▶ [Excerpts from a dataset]
====================

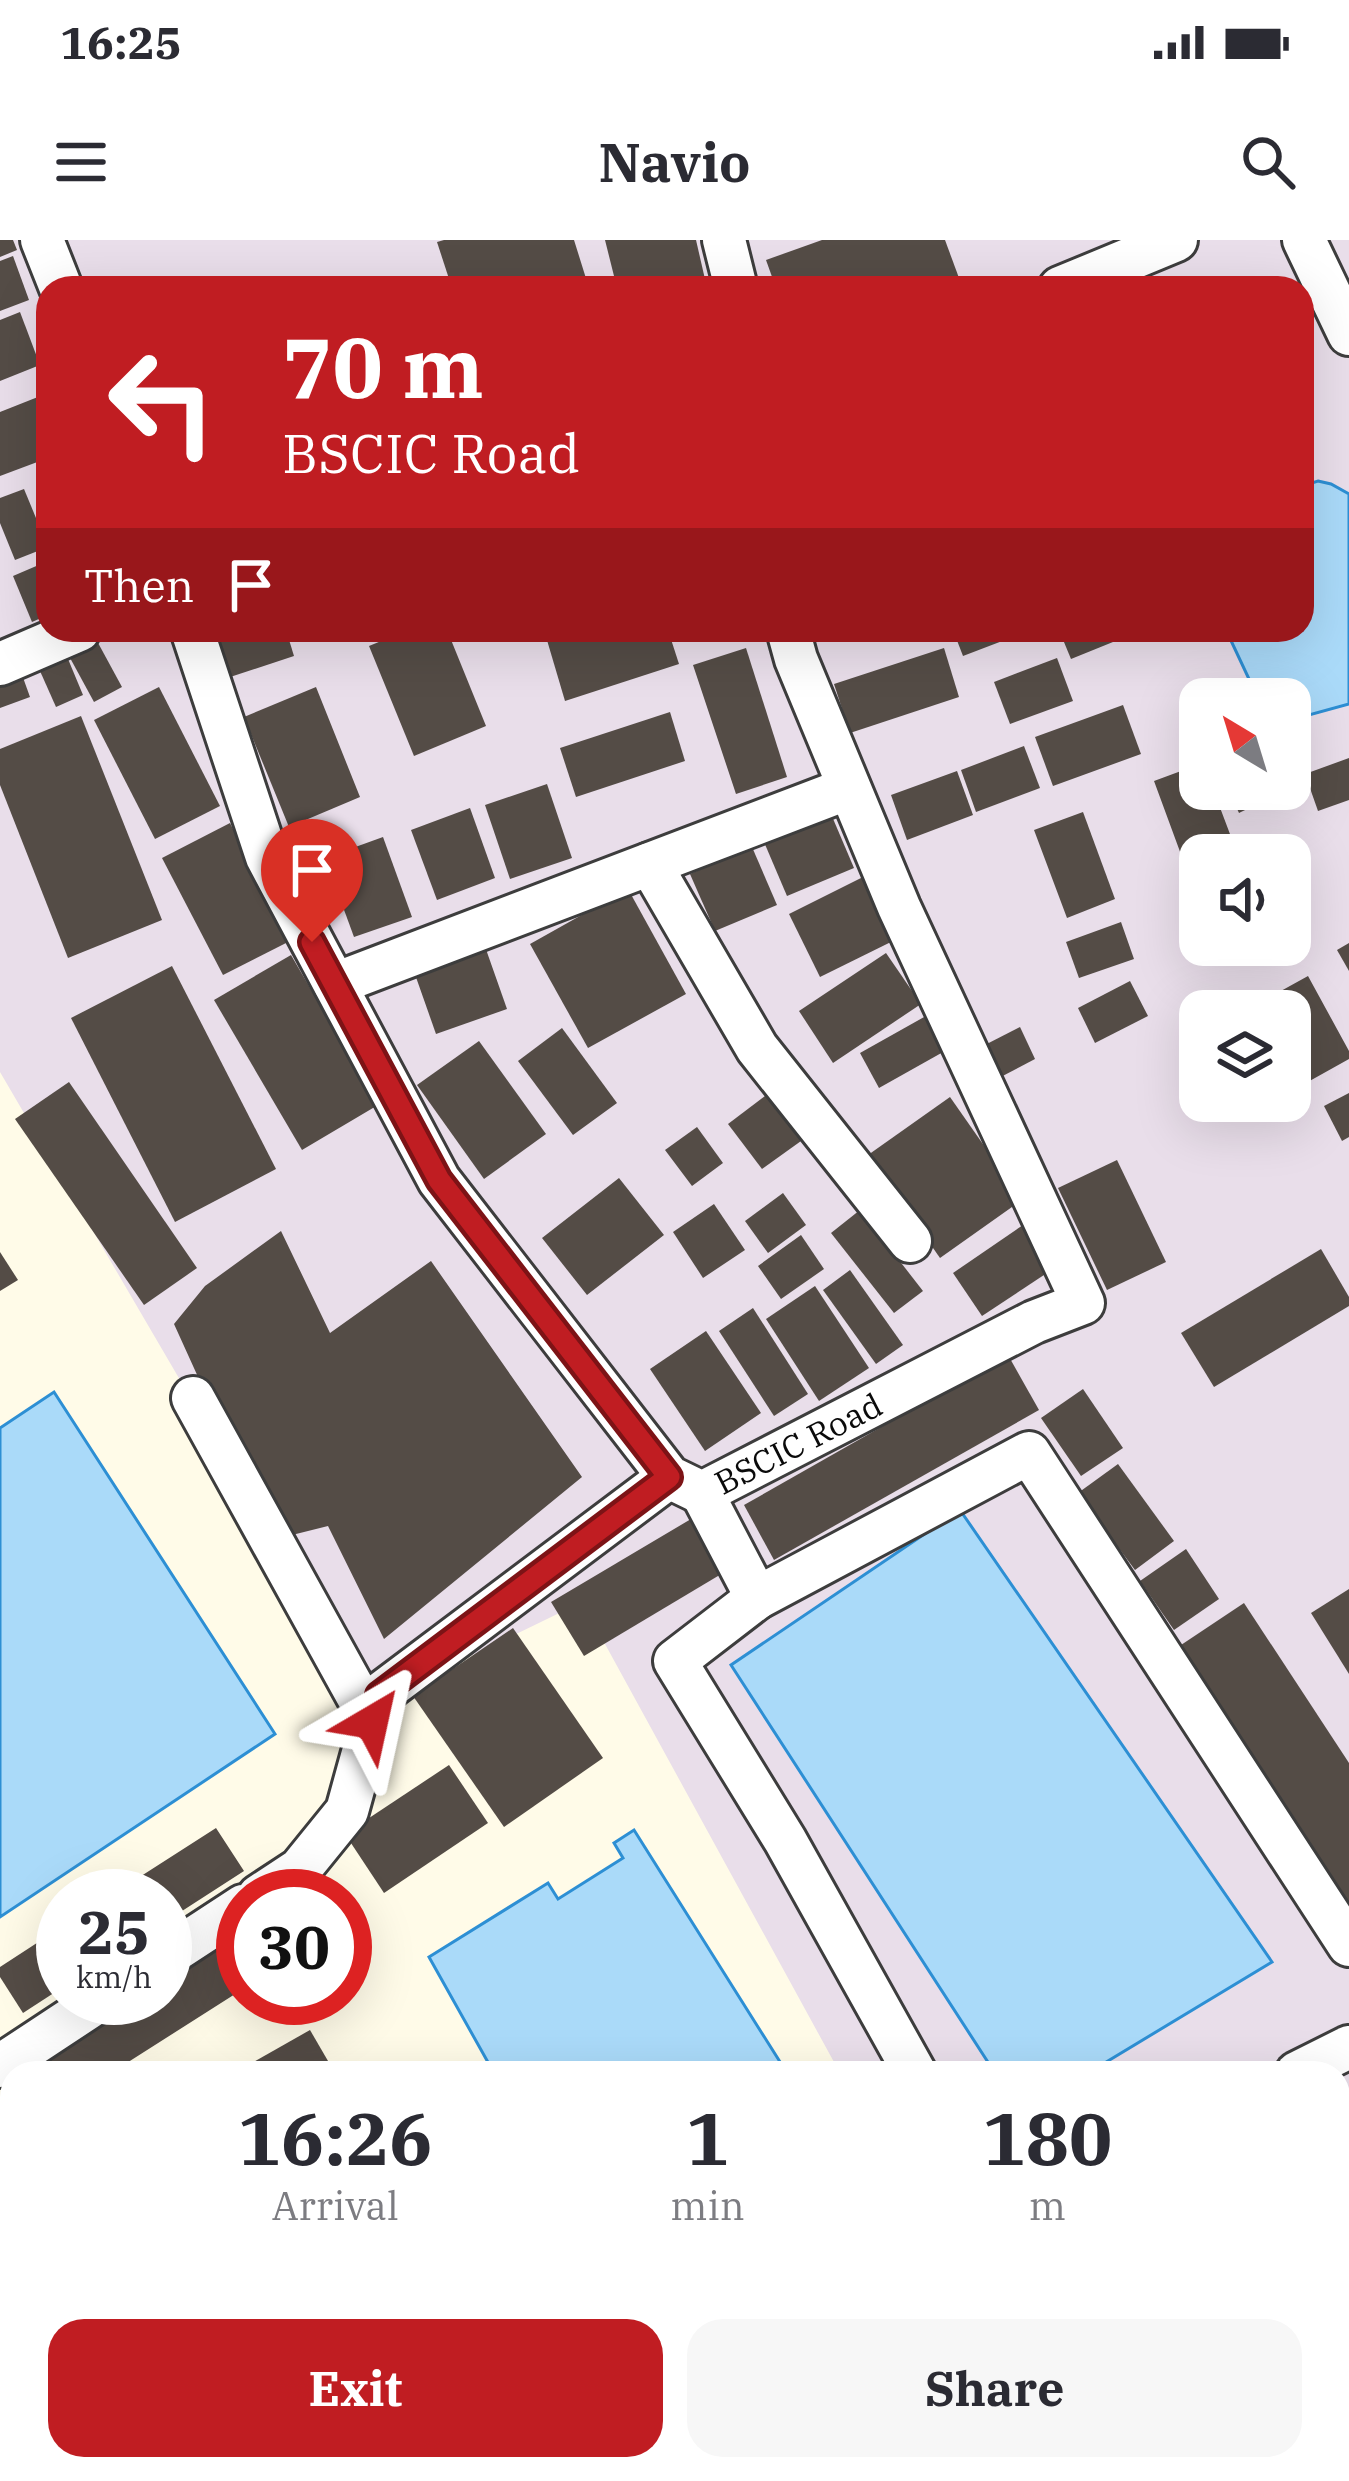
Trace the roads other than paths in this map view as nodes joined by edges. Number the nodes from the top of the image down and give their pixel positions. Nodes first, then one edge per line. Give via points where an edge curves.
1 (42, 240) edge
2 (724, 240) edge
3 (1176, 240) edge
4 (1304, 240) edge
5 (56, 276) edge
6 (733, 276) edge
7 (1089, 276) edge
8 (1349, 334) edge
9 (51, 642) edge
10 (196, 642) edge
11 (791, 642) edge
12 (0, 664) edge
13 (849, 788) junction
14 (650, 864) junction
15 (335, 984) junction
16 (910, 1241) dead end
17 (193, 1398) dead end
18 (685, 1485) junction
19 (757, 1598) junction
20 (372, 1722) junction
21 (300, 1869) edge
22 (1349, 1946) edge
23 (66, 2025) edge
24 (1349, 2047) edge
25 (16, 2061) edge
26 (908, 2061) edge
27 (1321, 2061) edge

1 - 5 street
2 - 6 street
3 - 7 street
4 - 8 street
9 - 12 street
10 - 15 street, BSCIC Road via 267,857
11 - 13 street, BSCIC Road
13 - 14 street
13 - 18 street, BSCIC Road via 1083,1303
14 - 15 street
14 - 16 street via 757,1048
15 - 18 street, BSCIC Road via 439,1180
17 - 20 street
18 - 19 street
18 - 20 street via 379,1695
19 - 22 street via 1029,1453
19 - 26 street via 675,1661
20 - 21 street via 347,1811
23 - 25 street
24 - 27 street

====================

▶ [Requirement] Retype every record above exactly as written, but leave out the pictures.

▶ [Completed task]
Trace the roads other than paths in this map view as nodes joined by edges. Number the nodes from the top of the image down and give their pixel positions. Nodes first, then one edge per line. Give via points where an edge curves.
1 (42, 240) edge
2 (724, 240) edge
3 (1176, 240) edge
4 (1304, 240) edge
5 (56, 276) edge
6 (733, 276) edge
7 (1089, 276) edge
8 (1349, 334) edge
9 (51, 642) edge
10 (196, 642) edge
11 (791, 642) edge
12 (0, 664) edge
13 (849, 788) junction
14 (650, 864) junction
15 (335, 984) junction
16 (910, 1241) dead end
17 (193, 1398) dead end
18 (685, 1485) junction
19 (757, 1598) junction
20 (372, 1722) junction
21 (300, 1869) edge
22 (1349, 1946) edge
23 (66, 2025) edge
24 (1349, 2047) edge
25 (16, 2061) edge
26 (908, 2061) edge
27 (1321, 2061) edge

1 - 5 street
2 - 6 street
3 - 7 street
4 - 8 street
9 - 12 street
10 - 15 street, BSCIC Road via 267,857
11 - 13 street, BSCIC Road
13 - 14 street
13 - 18 street, BSCIC Road via 1083,1303
14 - 15 street
14 - 16 street via 757,1048
15 - 18 street, BSCIC Road via 439,1180
17 - 20 street
18 - 19 street
18 - 20 street via 379,1695
19 - 22 street via 1029,1453
19 - 26 street via 675,1661
20 - 21 street via 347,1811
23 - 25 street
24 - 27 street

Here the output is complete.